(Data entries)
##############################
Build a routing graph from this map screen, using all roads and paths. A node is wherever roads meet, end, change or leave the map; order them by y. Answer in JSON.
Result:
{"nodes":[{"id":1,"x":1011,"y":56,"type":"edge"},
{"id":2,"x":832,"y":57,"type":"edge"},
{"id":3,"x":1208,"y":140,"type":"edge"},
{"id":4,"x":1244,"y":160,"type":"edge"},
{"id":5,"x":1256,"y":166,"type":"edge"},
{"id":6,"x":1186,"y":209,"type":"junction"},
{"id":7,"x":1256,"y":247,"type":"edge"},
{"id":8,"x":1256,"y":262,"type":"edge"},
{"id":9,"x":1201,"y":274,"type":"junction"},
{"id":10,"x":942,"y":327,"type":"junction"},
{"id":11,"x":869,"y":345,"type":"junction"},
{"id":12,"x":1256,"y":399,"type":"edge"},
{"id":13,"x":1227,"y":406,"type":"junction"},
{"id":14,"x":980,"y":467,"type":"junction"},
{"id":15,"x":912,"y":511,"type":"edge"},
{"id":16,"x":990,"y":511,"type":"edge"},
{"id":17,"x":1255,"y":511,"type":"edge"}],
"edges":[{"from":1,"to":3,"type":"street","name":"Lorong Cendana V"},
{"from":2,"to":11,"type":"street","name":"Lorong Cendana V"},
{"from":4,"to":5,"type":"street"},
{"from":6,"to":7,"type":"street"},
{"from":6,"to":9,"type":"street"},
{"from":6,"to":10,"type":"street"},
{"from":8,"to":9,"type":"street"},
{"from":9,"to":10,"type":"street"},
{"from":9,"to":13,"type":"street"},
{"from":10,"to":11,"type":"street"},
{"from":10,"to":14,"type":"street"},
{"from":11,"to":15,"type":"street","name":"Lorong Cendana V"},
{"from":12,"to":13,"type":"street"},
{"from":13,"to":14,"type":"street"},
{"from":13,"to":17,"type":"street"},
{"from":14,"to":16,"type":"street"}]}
##############################
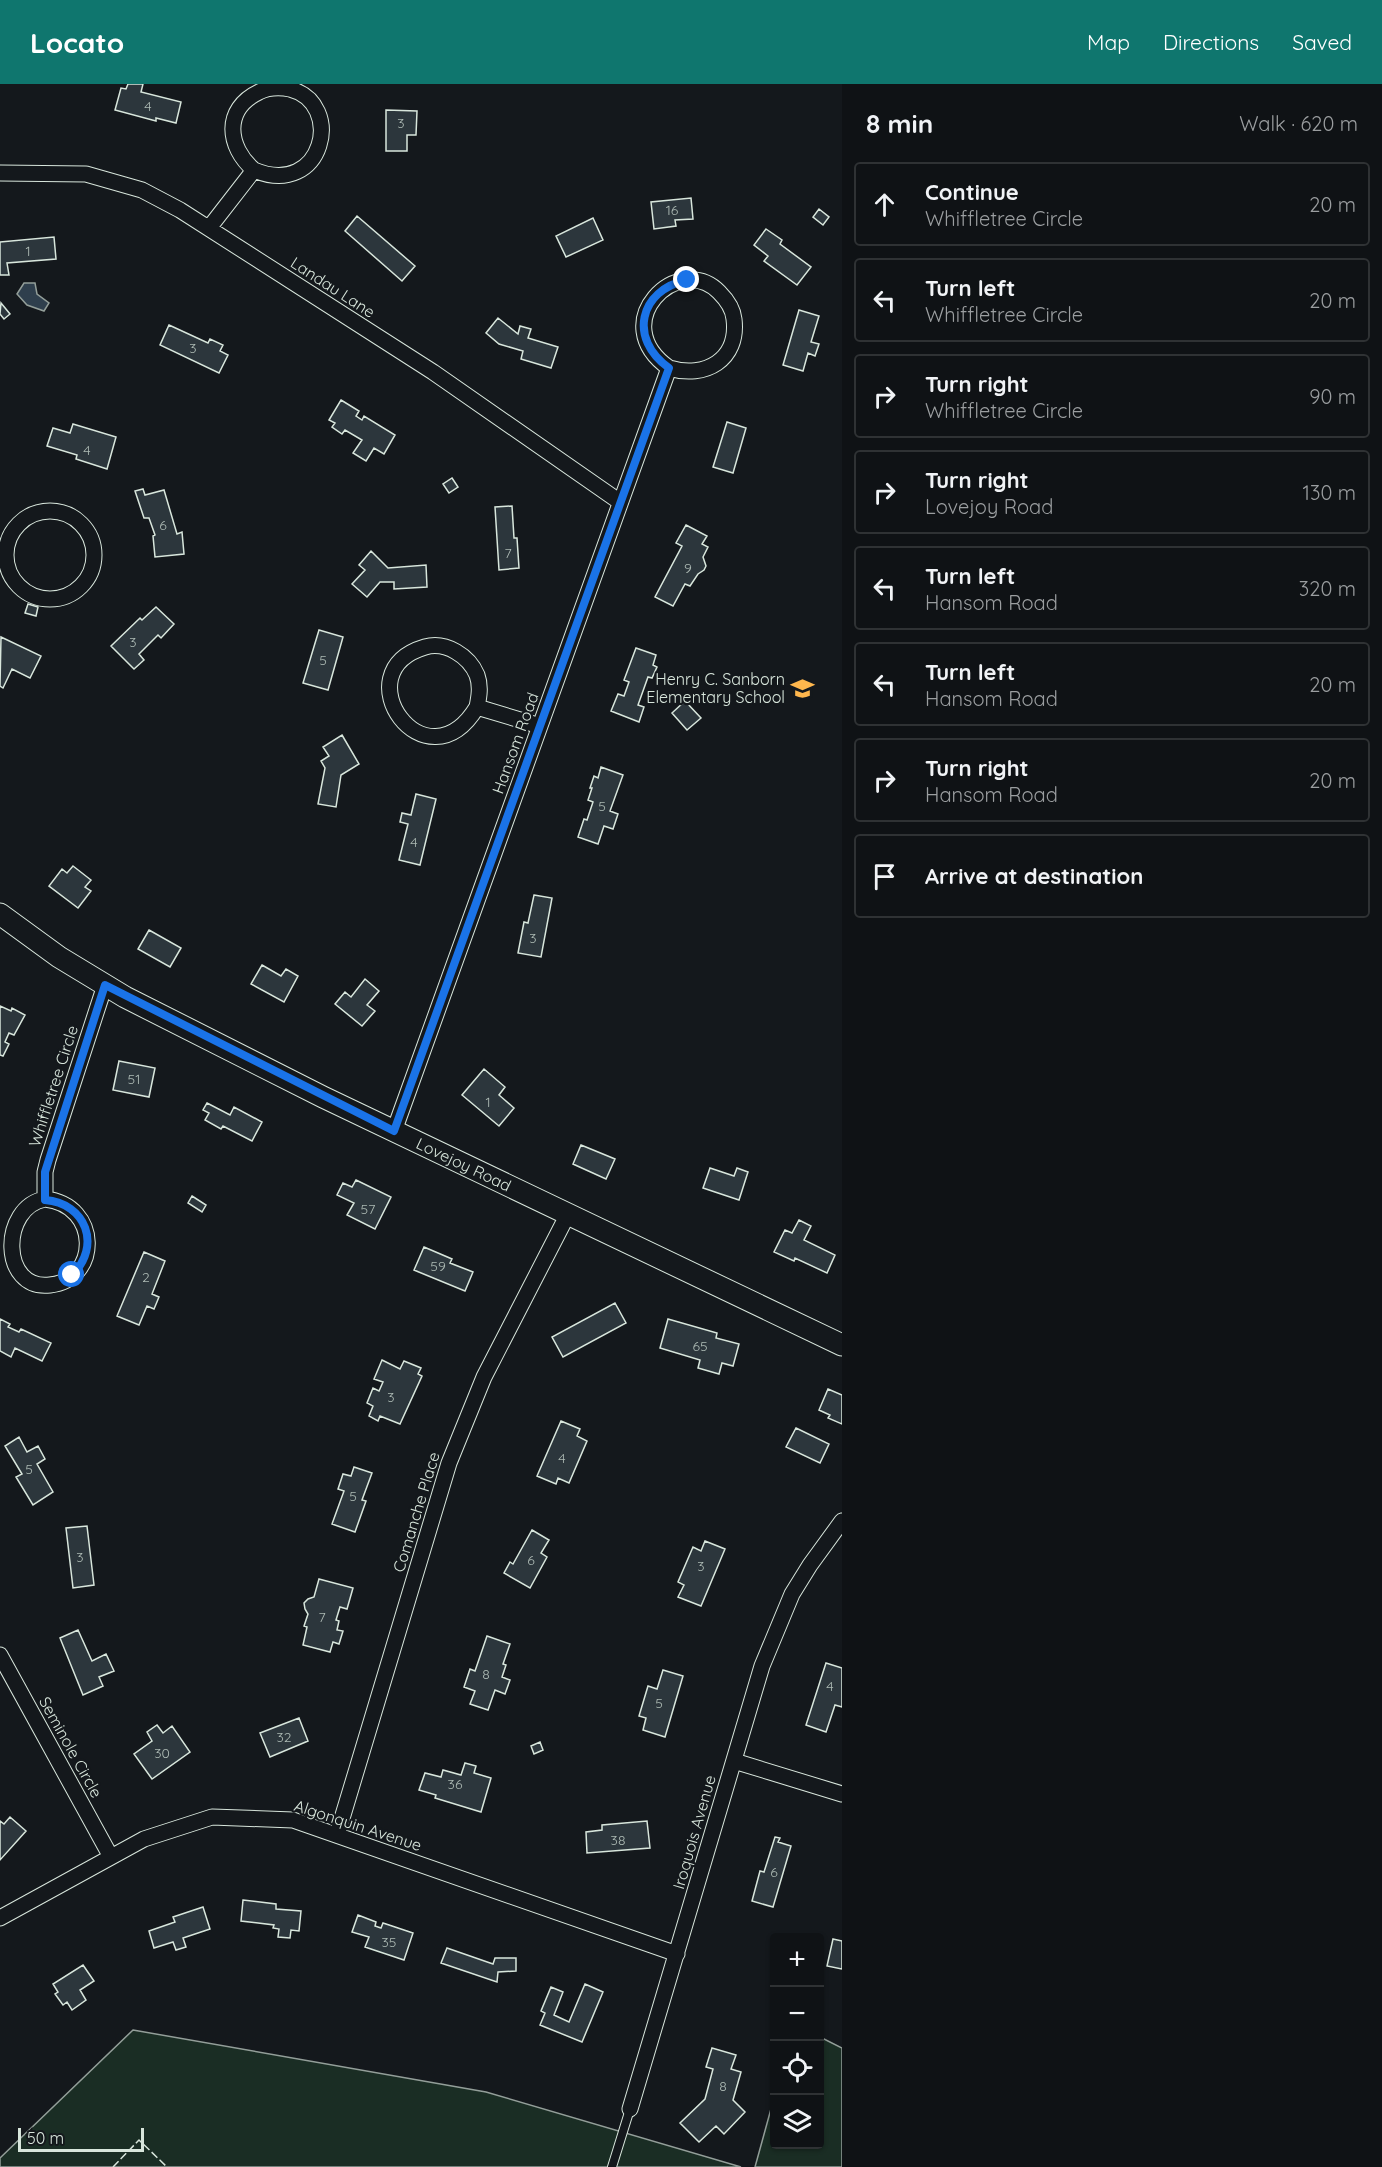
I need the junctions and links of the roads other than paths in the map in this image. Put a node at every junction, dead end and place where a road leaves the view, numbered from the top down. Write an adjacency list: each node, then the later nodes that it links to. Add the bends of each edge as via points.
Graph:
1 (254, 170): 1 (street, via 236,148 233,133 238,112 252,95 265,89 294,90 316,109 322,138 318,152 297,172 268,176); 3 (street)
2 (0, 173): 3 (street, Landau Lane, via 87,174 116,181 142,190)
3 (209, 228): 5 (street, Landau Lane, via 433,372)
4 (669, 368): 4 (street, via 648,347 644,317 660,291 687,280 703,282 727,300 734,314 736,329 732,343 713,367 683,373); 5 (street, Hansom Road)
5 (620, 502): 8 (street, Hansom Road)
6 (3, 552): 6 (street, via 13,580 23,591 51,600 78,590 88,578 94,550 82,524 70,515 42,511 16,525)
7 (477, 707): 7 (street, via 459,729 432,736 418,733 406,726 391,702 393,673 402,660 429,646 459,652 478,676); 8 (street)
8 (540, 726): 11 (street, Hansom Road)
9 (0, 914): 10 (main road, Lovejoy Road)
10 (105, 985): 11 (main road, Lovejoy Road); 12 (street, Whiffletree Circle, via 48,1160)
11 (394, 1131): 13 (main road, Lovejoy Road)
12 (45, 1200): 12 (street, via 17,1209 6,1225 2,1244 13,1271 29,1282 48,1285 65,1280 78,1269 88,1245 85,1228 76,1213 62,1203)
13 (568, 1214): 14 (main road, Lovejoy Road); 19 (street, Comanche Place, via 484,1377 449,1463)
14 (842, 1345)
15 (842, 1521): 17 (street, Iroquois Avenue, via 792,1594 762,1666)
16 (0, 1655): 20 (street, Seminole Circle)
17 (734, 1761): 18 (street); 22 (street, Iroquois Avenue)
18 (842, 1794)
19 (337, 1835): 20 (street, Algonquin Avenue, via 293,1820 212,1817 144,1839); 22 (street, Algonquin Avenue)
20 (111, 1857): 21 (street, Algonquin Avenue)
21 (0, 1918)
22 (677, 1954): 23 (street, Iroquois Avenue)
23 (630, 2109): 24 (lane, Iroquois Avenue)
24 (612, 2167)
##############################
# GOAL OF THE EXERCISE
Using the records above, gather all lines where the string "paths" is present.

# TASK ANSWER
Build a routing graph from this map screen, using all roads and paths. A node is wherever roads meet, end, change or leave the map; order them by y. Answer in JSON.
I need the junctions and links of the roads other than paths in the map in this image. Put a node at every junction, dead end and place where a road leaves the view, numbered from the top down. Write an adjacency list: each node, then the later nodes that it links to. Add the bends of each edge as via points.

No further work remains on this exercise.